Patients with breast cancer who still had residual disease after undergoing neoadjuvant chemotherapy and surgery had improved survival outcomes with the addition of adjuvant capecitabine to standard treatment.
Masakazu Toi, MD, PhD
Patients with breast cancer who still had residual disease after undergoing neoadjuvant chemotherapy and surgery had improved survival outcomes with the addition of adjuvant capecitabine to standard treatment.
This conclusion comes from the phase III CREATE-X trial presented by Masakazu Toi, MD, PhD, a professor at Kyoto University Hospital in Japan, at the 2015 San Antonio Breast Cancer Symposium (SABCS).
“After standard neoadjuvant chemotherapy containing anthracyclines and/or taxanes, postoperative adjuvant use of capecitabine improved disease-free survival significantly in HER2-negative primary breast cancer patients with pathologically proven residual invasive disease,” Toi said during a press conference. “The balance of benefit and toxicity would favor the use of capecitabine in the post-neoadjuvant chemotherapy situation, but prediction for the therapeutic benefit needs to be investigated further.”
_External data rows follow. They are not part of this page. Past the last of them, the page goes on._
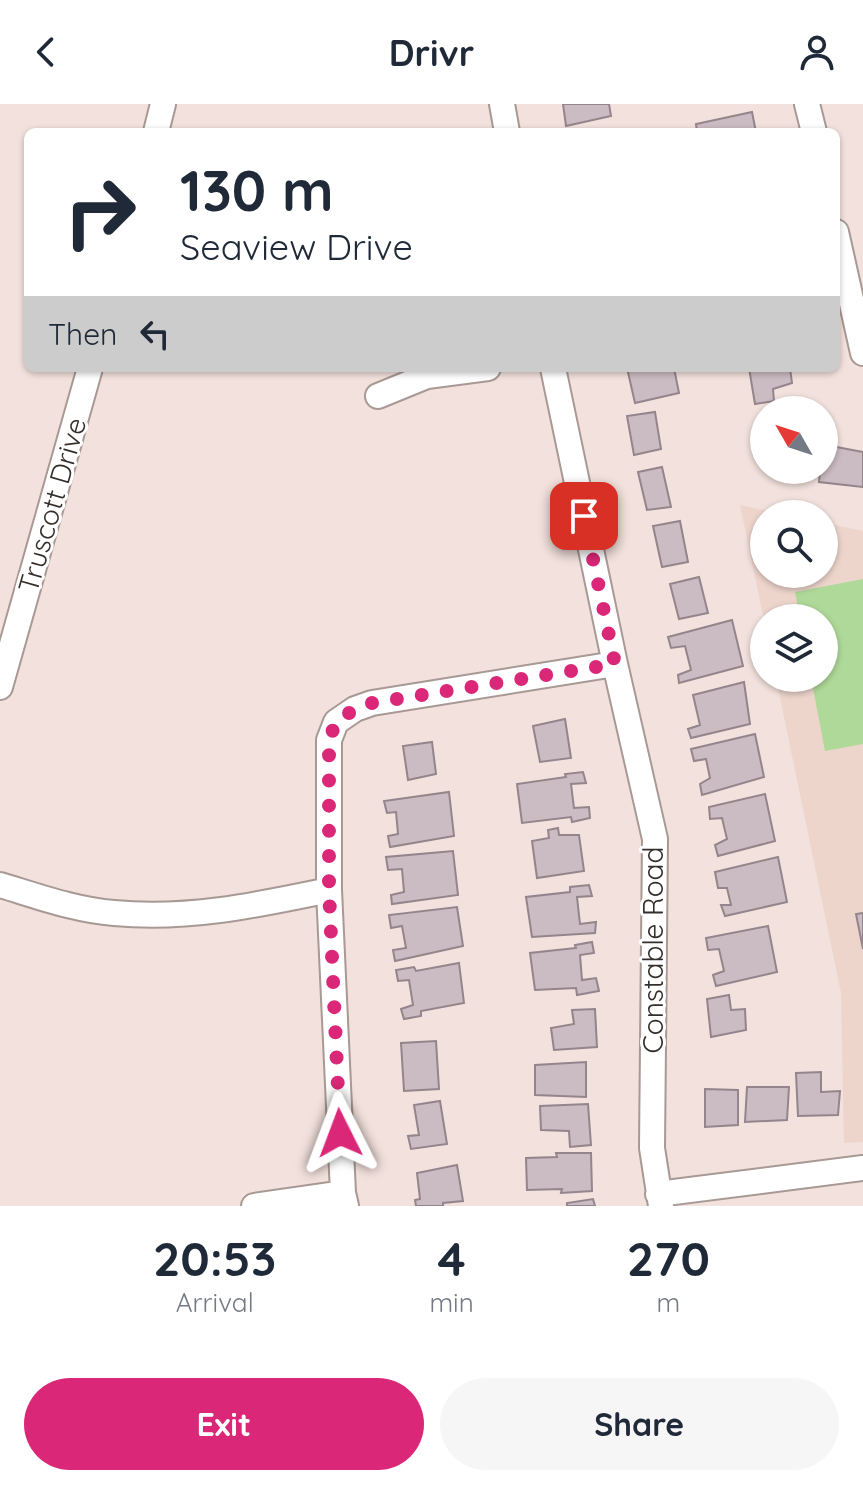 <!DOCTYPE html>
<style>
:root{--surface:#fff;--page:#f6f6f7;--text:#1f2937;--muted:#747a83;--accent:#db2777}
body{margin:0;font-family:Quicksand,sans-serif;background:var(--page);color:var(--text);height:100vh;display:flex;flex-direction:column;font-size:30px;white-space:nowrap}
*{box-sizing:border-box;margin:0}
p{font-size:26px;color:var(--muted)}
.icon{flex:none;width:44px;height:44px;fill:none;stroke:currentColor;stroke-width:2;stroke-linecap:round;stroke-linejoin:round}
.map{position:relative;height:1102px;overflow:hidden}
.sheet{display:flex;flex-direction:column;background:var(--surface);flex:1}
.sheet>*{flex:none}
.hud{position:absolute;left:24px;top:24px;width:816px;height:244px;border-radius:12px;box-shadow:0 2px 6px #0004;background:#fff;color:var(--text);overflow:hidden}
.needle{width:52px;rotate:309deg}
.buttons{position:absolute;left:750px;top:292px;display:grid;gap:16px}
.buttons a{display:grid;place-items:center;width:88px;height:88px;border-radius:50%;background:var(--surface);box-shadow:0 2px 6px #0004;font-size:40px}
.pin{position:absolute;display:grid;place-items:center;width:68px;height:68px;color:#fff;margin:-34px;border-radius:16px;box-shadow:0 4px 12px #0006}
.me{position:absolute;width:88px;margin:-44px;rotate:357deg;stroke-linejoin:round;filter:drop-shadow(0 0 6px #0008)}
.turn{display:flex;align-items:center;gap:28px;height:168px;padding:0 24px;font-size:36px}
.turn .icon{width:104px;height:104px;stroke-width:2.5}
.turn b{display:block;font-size:56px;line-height:68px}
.then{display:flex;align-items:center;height:76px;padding:0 24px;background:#0003;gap:16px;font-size:30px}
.eta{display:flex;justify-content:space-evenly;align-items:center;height:136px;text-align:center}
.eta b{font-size:48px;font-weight:700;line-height:56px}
.action{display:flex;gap:16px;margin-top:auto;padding:16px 24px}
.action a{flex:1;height:92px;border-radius:48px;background:var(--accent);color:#fff;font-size:32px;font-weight:700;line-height:92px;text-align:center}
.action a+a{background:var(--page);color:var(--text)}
header{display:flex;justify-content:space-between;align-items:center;height:104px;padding:0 24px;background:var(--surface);font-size:36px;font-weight:700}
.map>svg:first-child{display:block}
.built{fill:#edd5cc}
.green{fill:#afd999}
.building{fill:#cbbbc2;stroke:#93858b;stroke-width:2}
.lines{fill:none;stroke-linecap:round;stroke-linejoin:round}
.minor-casing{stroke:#a89994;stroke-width:28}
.minor{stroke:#fff;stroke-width:24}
.route{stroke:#db2777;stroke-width:14;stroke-dasharray:0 25.2}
.labels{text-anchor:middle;stroke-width:6;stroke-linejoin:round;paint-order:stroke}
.street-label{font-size:28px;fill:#352f2c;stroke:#fff}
</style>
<header><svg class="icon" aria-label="back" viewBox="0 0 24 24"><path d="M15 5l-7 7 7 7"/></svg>Drivr<svg class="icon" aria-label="person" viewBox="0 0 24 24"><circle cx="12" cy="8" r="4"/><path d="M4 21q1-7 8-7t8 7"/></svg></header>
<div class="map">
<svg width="863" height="1102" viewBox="0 0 863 1102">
<rect width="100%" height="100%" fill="#f2e1dc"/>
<!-- built -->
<path class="built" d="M740,401L782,410H764V470H824V419L863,427V1038L844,1039L841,889L776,574H824V514H764V516Z"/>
<!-- green -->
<path class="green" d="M863,475V640L825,647L811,574H824V514H800L795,488Z"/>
<!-- building -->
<path class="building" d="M563,0H609L611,12L566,22Z
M752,8L756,28H697L696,20Z
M627,264H674L679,289L635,299Z
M749,264H790L792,279L773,285L774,297L755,300Z
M655,308L661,345L634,351L627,312Z
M764,317V340L752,330Z
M826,341L863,348V383L819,378L820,366H824V360H826Z
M662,363L671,403L647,406L638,368Z
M680,417L688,458L662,463L653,422Z
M699,473L708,509L679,515L670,480Z
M732,516L743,562L679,579L678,571L691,566L685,542L671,544L668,533Z
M744,578L750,620L691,634L688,625L700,621L693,591Z
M565,615L571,654L540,658L533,622Z
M755,630L764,673L702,691L700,680L710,674L706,655L694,657L691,645Z
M432,638L436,670L408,676L403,642Z
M583,668L586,679L571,680L574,704L589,703L590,714L572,718L571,713L522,719L517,680L566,673L565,670Z
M449,688L454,732L390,743L388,732L398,730L396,708L387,709L384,697Z
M765,690L775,737L718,752L715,741L727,735L722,714L710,715L709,703Z
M558,724L559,731H579L584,767L537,774L532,737L549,734L548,726Z
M453,747L458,791L392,800L391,791L404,788L402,765L388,766L386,753Z
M778,753L787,798L725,812L721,801H731L727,784H718L715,768Z
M589,781L592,792L577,793L580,820L596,818L595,829L532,833L526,793L570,788V783Z
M457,803L463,842L395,857L393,846L406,844L402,822L391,824L389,811Z
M863,809V845L856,810Z
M768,822L777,868L716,882L713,871L724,867L719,845L708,846L706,834Z
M592,838L594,849L580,851L582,876L596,874L599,887L577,891L576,884L535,886L530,849L576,844L575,841Z
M459,859L464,899L421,907V912L404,915L401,905L413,901L409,876L398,877L396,866L414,863L416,867Z
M729,891L731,906L745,905L746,926L711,933L707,895Z
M595,905L597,943L554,946L551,924L574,920L572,906Z
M436,937L439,985L404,987L401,939Z
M586,958V993L535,991V961Z
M821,968V988L840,987L838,1011L798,1012L796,969Z
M747,983H789L787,1016L745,1018Z
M705,985L738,986V1021L705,1023Z
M440,997L447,1040L411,1045L408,1032L419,1031L414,1001Z
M588,1000L591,1041L570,1043L569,1027L541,1026L540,1002Z
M556,1049H591L592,1087L561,1089L562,1085L527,1086L526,1054L557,1053Z
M457,1061L463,1097L443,1099V1102H416L415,1096L420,1095L417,1069Z
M593,1095L595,1102H567V1099Z"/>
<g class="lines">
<!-- minor casing -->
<g class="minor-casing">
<path id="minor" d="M502,0L507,28
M807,0L814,28
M156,28L163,0
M836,128L863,249
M553,264L615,560L655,735L652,1044L661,1102
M378,292L427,272L488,264
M0,583L90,264
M0,781C37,792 75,806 114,809C188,816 257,801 329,786
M658,1090L863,1064
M254,1102L343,1089
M346,1102L343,1089L329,786V636L336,618L355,605L372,599L615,560"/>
</g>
<!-- minor -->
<use href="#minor" class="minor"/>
</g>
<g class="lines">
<!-- route -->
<path class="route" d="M340,1029L329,786V636L336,618L355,605L372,599L615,560L584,412"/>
</g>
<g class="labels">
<!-- street labels -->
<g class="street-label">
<text transform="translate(52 401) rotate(-74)" y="10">Truscott Drive</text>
<text transform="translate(653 846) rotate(-90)" y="10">Constable Road</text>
</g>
</g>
</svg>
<div class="buttons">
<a><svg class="needle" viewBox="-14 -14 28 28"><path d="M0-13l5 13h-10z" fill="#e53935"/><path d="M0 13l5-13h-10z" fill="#747a83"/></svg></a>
<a><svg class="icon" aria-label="search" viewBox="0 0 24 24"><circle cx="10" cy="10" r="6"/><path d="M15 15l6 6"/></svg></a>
<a><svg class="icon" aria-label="layers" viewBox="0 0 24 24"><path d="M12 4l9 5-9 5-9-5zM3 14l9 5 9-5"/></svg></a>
</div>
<div class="pin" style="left:584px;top:412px;background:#d93025"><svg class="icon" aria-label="arrive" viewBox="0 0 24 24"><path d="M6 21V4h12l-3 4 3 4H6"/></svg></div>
<svg class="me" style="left:340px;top:1029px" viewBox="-20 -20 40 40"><path d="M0-17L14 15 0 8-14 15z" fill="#db2777" stroke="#fff" stroke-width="4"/></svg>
<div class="hud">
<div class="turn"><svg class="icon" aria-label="right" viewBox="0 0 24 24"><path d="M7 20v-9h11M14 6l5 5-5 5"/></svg><div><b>130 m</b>Seaview Drive</div></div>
<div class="then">Then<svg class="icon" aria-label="left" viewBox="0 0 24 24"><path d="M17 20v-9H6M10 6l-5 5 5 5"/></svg></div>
</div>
</div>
<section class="sheet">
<div class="eta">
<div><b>20:53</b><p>Arrival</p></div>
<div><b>4</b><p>min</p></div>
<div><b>270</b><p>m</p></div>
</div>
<div class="action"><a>Exit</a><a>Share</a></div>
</section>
According to Toi, patients with residual disease after neoadjuvant chemotherapy are more likely to have disease relapse and little is known about whether postoperative systemic chemotherapy has any positive effect on survival.
The CREATE-X trial was designed to test whether capecitabine improved disease-free survival for patients with residual disease. The trial included 910 patients with HER2-negative invasive breast cancer who had residual disease after undergoing treatment with an anthracycline and/or taxane-based neoadjuvant chemotherapy. Patients were randomly assigned to radiation therapy and hormone therapy (standard treatment) with or without 1,250 mg/m2 capecitabine twice daily (n = 455). Capecitabine was given on days 1 to 14 every 3 weeks for eight cycles. Patients who were hormone-receptor positive received hormone therapy.
In 2015, a pre-planned interim analysis was conducted and the Independent Data Monitoring Committee recommended discontinuation of the trial based on the study protocol.
Patients assigned to the capecitabine arm had significant improvements in both 2-year (87.2% vs 80.4%) and 5-year disease-free survival (74.1% vs 67.7%; hazard ratio [HR], 0.70 [95% confidence interval, 0.53–0.93]).
“Overall survival was significantly improved by capecitabine adjuvant therapy for non-pCR or node-positive patients after neoadjuvant chemotherapy,” Toi said.
Updated analyses of the data showed that the 2-year median overall survival was 96.4% with capecitabine compared with 94.2% for those in the control arm.
Toi also noted that the researchers are conducting subset analyses to determine whether certain groups of patients benefited more than others from capecitabine. For example, they are looking at whether hormone-receptor status affected outcomes, he said.